Required action
Each record below must be reproduced exactly as it reads, with its images omitted.
=== Material for this exercise ===
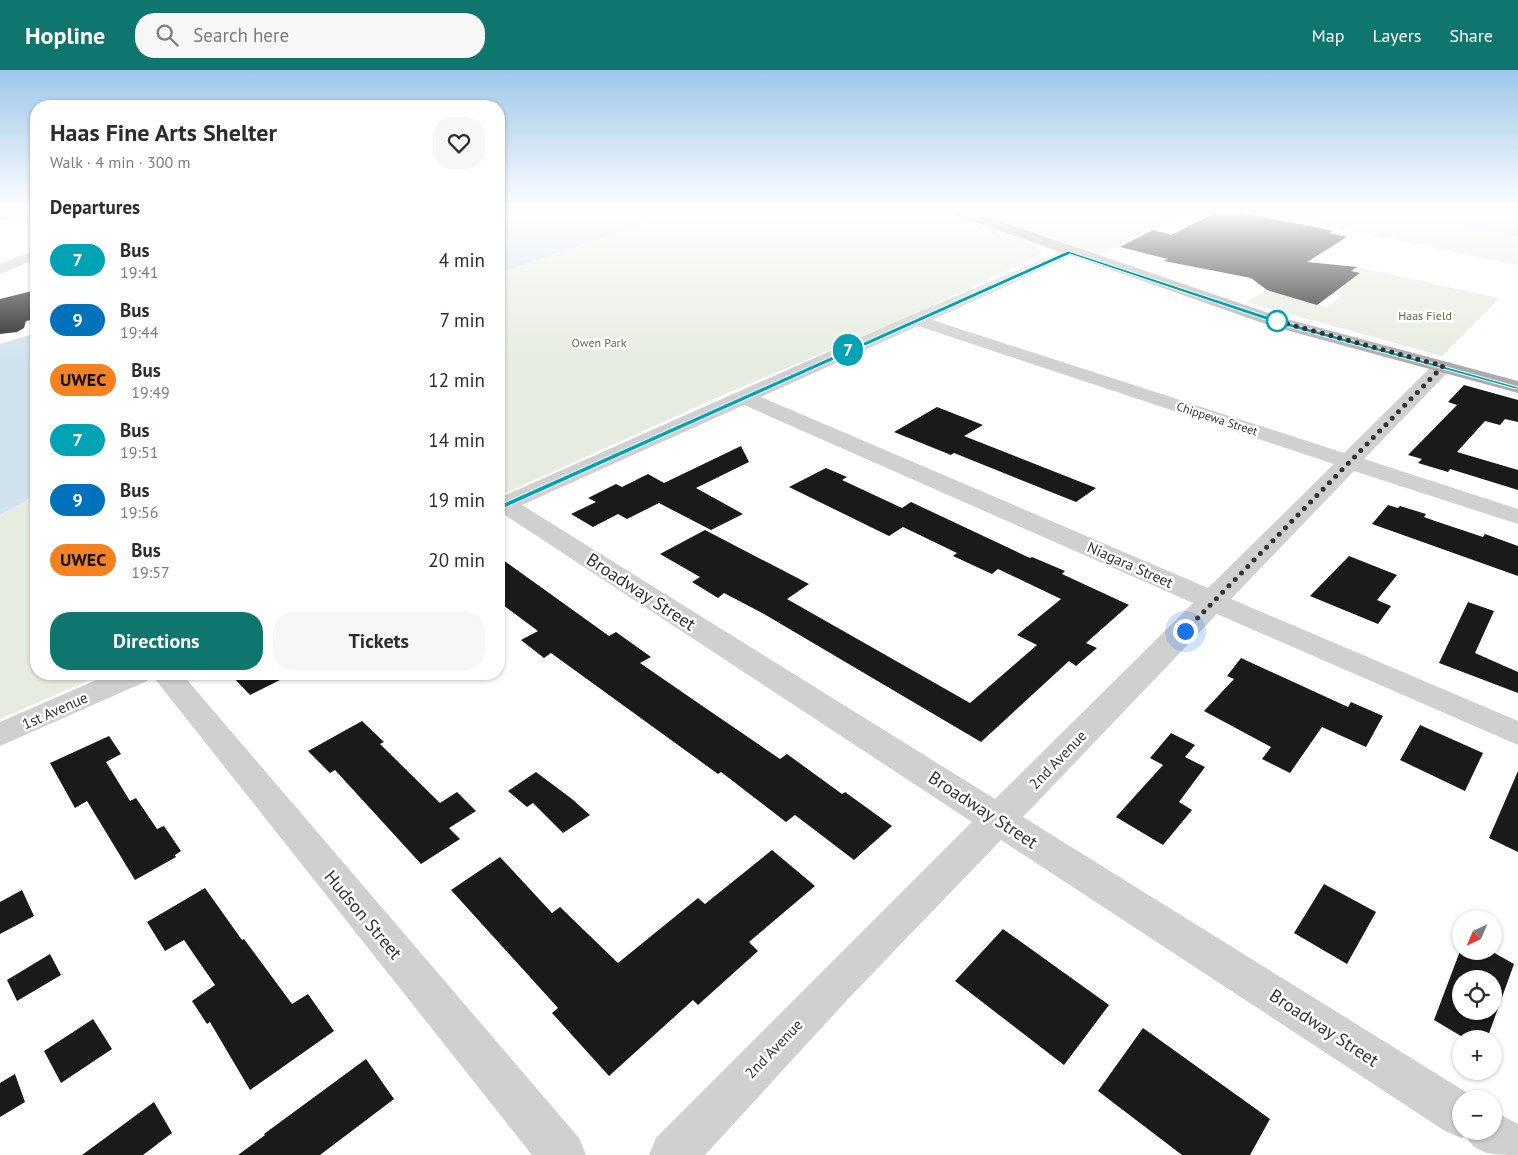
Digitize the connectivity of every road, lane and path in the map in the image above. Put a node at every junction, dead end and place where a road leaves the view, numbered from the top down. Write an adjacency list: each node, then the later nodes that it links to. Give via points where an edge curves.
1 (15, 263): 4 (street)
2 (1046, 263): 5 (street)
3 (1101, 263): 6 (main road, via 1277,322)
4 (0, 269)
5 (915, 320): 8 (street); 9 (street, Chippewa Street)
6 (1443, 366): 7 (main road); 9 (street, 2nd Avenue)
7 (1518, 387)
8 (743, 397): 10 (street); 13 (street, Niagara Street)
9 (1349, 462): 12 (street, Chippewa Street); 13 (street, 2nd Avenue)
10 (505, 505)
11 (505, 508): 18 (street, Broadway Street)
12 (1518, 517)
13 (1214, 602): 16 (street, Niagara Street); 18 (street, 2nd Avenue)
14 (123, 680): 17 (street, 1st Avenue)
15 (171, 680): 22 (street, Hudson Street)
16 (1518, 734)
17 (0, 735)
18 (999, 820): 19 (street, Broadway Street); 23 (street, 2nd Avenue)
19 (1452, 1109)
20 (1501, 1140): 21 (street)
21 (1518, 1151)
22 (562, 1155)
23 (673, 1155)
===
Exercise response
Digitize the connectivity of every road, lane and path in the map in the image above. Put a node at every junction, dead end and place where a road leaves the view, numbered from the top down. Write an adjacency list: each node, then the later nodes that it links to. Give via points where an edge curves.
1 (15, 263): 4 (street)
2 (1046, 263): 5 (street)
3 (1101, 263): 6 (main road, via 1277,322)
4 (0, 269)
5 (915, 320): 8 (street); 9 (street, Chippewa Street)
6 (1443, 366): 7 (main road); 9 (street, 2nd Avenue)
7 (1518, 387)
8 (743, 397): 10 (street); 13 (street, Niagara Street)
9 (1349, 462): 12 (street, Chippewa Street); 13 (street, 2nd Avenue)
10 (505, 505)
11 (505, 508): 18 (street, Broadway Street)
12 (1518, 517)
13 (1214, 602): 16 (street, Niagara Street); 18 (street, 2nd Avenue)
14 (123, 680): 17 (street, 1st Avenue)
15 (171, 680): 22 (street, Hudson Street)
16 (1518, 734)
17 (0, 735)
18 (999, 820): 19 (street, Broadway Street); 23 (street, 2nd Avenue)
19 (1452, 1109)
20 (1501, 1140): 21 (street)
21 (1518, 1151)
22 (562, 1155)
23 (673, 1155)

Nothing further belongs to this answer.